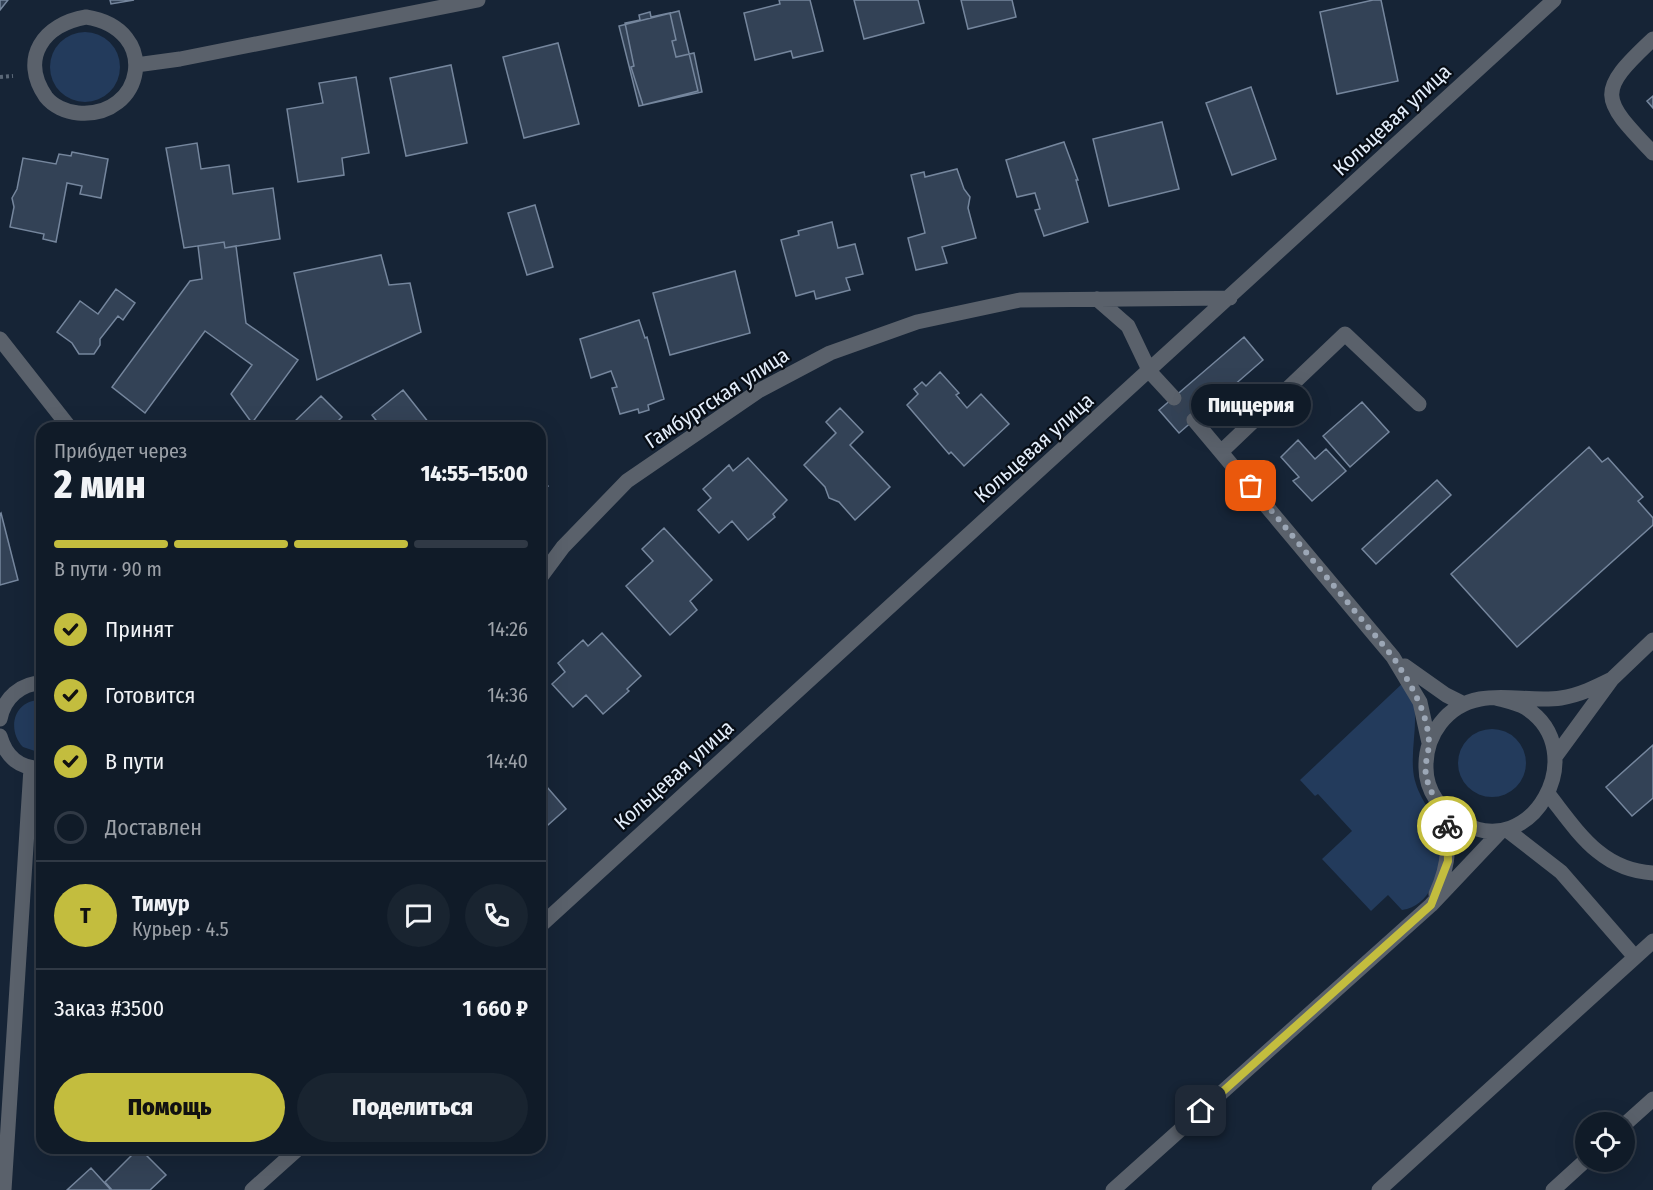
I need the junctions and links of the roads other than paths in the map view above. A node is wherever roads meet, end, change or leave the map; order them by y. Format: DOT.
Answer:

****************************************

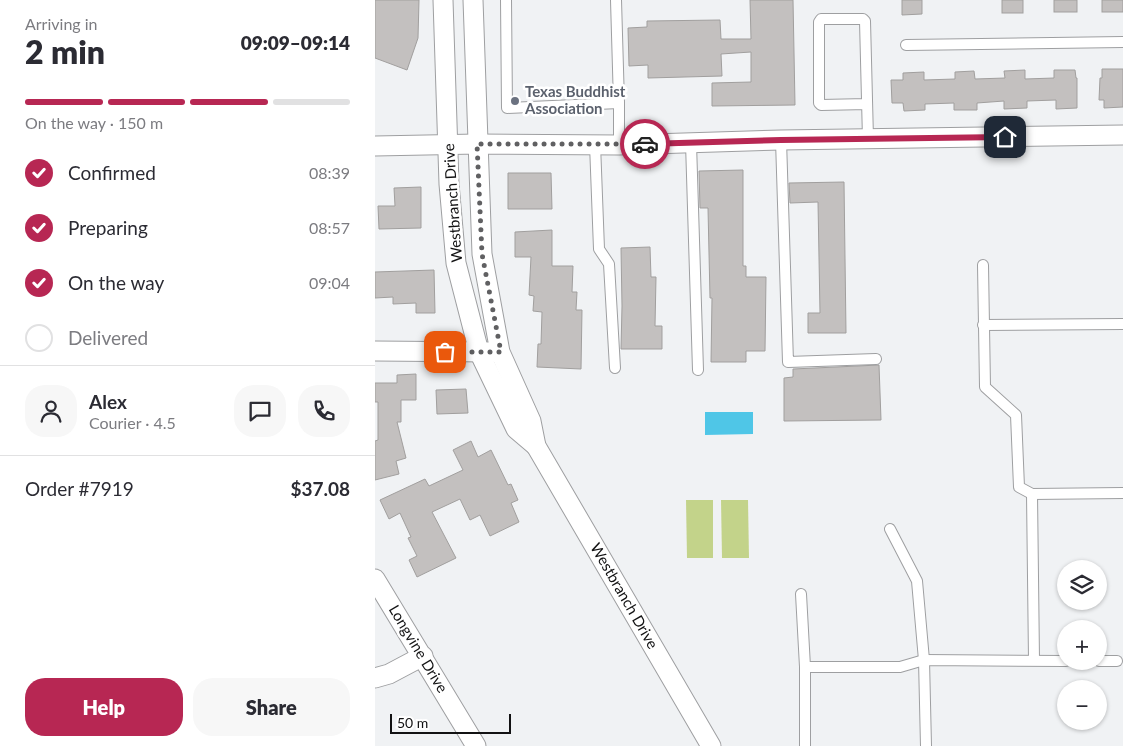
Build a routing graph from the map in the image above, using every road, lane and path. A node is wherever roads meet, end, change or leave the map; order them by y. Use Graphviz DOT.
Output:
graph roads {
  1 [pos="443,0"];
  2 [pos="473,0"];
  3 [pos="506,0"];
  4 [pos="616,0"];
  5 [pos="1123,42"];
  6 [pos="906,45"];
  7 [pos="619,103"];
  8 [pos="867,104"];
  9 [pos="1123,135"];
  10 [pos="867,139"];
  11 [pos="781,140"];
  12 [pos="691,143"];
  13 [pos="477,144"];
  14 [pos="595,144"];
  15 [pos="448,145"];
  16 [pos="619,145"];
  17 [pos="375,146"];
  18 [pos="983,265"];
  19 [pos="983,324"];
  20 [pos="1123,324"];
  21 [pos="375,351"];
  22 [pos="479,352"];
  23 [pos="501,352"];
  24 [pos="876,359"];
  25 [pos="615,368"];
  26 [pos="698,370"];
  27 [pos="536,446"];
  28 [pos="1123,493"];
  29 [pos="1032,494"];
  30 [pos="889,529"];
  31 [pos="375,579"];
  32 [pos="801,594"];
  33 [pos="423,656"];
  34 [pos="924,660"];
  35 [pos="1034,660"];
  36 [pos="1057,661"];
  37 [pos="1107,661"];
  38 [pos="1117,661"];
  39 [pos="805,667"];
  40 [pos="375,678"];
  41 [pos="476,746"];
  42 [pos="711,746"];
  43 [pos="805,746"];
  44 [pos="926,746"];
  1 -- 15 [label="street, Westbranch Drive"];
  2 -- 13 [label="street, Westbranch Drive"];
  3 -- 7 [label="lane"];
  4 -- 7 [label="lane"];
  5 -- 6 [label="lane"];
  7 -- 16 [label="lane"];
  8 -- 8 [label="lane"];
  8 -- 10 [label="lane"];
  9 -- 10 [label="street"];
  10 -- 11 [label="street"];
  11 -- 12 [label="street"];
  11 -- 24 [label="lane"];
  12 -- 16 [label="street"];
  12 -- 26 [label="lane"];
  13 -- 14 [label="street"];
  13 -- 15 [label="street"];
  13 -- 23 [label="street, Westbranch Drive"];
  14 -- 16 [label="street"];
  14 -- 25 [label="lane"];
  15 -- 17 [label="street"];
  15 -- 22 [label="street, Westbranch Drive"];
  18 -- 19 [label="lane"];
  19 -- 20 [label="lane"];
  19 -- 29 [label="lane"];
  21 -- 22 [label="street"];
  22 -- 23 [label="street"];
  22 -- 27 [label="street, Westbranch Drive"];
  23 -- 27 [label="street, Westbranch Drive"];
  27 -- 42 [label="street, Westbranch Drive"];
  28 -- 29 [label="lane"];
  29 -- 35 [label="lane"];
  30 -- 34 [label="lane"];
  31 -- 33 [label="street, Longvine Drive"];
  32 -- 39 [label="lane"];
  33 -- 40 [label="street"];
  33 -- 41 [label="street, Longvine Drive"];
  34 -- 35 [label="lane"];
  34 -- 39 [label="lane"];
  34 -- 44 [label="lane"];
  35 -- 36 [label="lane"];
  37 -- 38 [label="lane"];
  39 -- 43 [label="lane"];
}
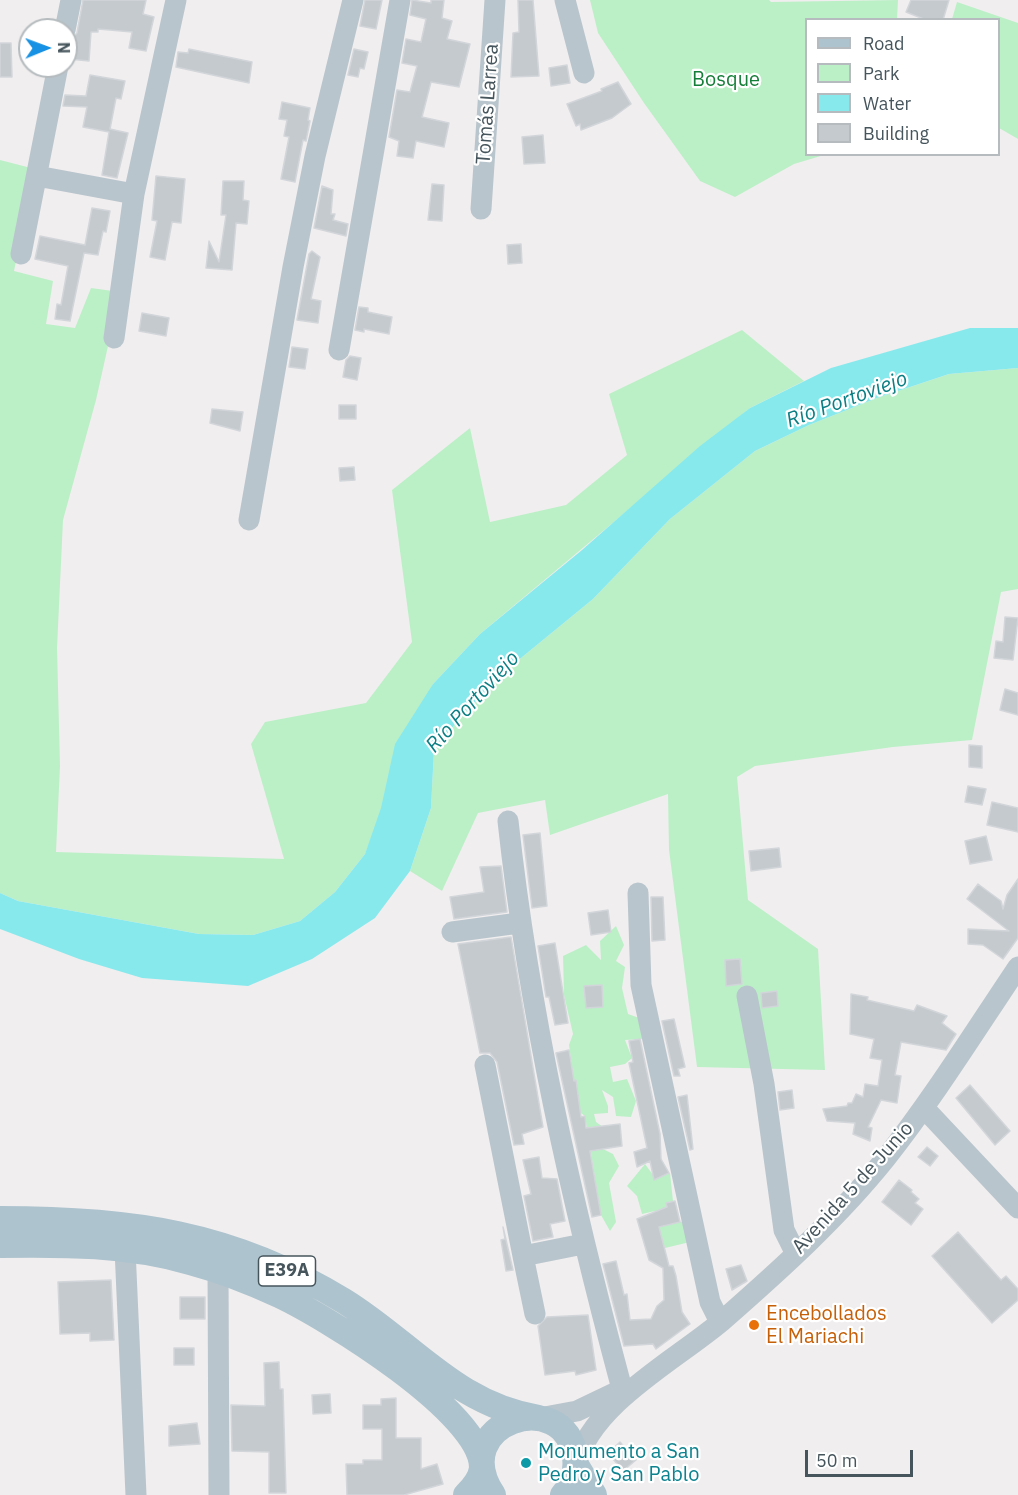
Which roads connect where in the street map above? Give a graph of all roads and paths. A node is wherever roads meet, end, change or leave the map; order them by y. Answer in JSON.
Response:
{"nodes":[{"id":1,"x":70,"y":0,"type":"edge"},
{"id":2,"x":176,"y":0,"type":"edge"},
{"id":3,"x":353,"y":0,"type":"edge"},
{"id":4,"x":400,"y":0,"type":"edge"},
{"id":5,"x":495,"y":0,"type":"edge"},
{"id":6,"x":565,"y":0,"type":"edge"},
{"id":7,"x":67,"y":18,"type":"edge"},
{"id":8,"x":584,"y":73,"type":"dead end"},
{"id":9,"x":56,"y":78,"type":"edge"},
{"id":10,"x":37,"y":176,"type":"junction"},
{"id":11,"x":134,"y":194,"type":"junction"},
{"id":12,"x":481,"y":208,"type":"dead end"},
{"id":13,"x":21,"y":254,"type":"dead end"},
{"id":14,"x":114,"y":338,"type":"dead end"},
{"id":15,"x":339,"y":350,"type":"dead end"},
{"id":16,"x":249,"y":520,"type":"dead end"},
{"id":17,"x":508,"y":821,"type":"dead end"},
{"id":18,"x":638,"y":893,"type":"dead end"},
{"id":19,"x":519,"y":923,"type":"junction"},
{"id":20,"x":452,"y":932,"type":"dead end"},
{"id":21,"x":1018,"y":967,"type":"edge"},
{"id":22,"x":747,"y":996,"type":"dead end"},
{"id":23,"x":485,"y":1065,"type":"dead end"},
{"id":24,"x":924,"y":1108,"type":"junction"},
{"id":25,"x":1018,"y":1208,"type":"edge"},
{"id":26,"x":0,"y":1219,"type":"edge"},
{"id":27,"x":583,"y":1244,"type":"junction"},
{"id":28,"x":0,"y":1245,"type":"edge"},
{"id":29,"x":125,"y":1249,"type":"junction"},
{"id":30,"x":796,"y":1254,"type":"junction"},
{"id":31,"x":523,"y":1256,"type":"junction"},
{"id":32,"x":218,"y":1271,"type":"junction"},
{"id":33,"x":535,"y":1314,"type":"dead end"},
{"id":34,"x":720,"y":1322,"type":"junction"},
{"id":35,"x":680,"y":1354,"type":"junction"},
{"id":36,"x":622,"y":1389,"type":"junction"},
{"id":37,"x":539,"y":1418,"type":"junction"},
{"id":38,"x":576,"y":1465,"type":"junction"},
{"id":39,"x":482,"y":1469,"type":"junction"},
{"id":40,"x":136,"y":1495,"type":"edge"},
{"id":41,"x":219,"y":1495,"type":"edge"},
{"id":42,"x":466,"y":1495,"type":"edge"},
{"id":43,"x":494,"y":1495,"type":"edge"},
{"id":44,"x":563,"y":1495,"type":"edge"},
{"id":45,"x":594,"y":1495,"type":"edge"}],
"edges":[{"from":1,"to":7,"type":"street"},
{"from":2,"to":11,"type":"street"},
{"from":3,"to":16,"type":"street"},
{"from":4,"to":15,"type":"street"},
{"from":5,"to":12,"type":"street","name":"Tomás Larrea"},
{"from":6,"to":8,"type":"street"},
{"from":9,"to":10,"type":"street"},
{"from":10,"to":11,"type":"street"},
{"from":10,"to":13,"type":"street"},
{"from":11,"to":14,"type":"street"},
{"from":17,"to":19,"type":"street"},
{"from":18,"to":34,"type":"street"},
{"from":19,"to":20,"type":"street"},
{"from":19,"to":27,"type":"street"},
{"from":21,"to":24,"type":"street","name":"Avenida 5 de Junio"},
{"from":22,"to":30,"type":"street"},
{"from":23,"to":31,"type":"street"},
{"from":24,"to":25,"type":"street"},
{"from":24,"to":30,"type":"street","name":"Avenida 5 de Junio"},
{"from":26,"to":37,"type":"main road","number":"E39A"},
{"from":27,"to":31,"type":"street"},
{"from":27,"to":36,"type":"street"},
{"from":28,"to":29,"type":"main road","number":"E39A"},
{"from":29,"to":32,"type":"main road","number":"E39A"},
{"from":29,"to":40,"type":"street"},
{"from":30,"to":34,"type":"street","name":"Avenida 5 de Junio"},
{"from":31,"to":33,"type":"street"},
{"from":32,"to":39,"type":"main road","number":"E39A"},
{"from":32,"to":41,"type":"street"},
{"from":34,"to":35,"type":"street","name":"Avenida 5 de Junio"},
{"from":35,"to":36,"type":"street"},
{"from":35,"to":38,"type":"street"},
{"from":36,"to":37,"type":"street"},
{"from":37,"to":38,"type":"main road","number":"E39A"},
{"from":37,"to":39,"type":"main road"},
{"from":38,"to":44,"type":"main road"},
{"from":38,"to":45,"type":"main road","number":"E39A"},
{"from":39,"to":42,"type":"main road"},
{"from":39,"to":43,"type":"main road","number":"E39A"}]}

****************************************

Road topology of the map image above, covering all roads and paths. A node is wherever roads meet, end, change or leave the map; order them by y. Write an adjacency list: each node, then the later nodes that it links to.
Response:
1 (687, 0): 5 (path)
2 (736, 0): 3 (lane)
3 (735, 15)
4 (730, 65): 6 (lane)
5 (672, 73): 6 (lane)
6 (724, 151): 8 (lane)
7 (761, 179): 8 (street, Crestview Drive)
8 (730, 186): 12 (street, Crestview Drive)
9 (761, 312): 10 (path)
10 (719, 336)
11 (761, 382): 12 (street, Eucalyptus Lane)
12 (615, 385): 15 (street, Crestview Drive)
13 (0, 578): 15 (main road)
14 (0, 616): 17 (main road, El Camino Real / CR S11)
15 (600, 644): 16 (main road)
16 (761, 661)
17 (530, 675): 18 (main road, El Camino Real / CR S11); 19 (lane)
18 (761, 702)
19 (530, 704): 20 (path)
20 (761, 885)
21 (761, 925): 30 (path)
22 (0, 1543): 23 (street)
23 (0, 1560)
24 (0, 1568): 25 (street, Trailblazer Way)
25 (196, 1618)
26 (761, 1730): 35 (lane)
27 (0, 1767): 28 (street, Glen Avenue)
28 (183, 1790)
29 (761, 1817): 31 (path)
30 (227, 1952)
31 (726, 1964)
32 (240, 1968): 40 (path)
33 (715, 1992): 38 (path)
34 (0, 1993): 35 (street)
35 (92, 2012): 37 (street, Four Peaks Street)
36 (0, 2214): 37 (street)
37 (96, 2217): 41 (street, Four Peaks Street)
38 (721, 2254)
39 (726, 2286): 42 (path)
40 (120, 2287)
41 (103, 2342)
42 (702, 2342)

****************************************

# Work request
Using the records above, find and show each line with the string "wherever".

# Response area
I need the junctions and links of the roads other than paths in the map view above. A node is wherever roads meet, end, change or leave the map; order them by y. Format: DOT.
Build a routing graph from the map in the image above, using every road, lane and path. A node is wherever roads meet, end, change or leave the map; order them by y. Use Graphviz DOT.
Which roads connect where in the street map above? Give a graph of all roads and paths. A node is wherever roads meet, end, change or leave the map; order them by y. Answer in JSON.
Road topology of the map image above, covering all roads and paths. A node is wherever roads meet, end, change or leave the map; order them by y. Write an adjacency list: each node, then the later nodes that it links to.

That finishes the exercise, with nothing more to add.